SUPPLIED RECORDS |
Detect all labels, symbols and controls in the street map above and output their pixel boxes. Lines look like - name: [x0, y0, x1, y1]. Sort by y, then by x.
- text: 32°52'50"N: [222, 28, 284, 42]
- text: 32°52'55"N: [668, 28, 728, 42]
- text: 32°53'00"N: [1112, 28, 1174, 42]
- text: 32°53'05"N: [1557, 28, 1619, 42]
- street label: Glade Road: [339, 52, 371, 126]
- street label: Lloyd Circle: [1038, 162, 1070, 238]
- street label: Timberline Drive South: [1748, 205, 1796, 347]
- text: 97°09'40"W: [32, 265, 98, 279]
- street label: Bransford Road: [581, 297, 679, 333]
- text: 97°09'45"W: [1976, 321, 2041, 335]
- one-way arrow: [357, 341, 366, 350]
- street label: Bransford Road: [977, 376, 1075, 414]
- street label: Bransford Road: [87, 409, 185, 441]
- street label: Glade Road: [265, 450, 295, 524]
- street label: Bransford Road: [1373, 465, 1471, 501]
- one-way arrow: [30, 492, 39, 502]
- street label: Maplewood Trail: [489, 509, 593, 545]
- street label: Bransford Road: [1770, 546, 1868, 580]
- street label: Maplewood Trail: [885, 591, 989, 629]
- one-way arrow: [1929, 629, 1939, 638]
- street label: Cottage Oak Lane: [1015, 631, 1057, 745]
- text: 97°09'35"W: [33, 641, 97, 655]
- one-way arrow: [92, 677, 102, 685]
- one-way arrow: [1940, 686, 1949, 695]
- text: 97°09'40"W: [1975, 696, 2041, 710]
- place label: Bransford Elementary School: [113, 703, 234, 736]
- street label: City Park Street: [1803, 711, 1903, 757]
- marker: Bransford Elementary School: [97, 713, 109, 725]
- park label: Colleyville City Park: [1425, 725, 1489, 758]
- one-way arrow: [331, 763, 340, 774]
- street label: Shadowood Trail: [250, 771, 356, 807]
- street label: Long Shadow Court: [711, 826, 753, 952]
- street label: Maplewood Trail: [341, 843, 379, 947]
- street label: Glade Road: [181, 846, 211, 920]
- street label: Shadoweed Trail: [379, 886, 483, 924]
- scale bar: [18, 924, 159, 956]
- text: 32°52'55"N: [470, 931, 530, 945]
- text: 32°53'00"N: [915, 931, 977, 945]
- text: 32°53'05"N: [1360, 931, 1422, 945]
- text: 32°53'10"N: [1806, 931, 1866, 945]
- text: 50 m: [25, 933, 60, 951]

TASK OBJECTIVE |
Each line in the records above that contains the word "Elementary" must be copied.

RESPONSE TO THIS EXERCISE |
- place label: Bransford Elementary School: [113, 703, 234, 736]
- marker: Bransford Elementary School: [97, 713, 109, 725]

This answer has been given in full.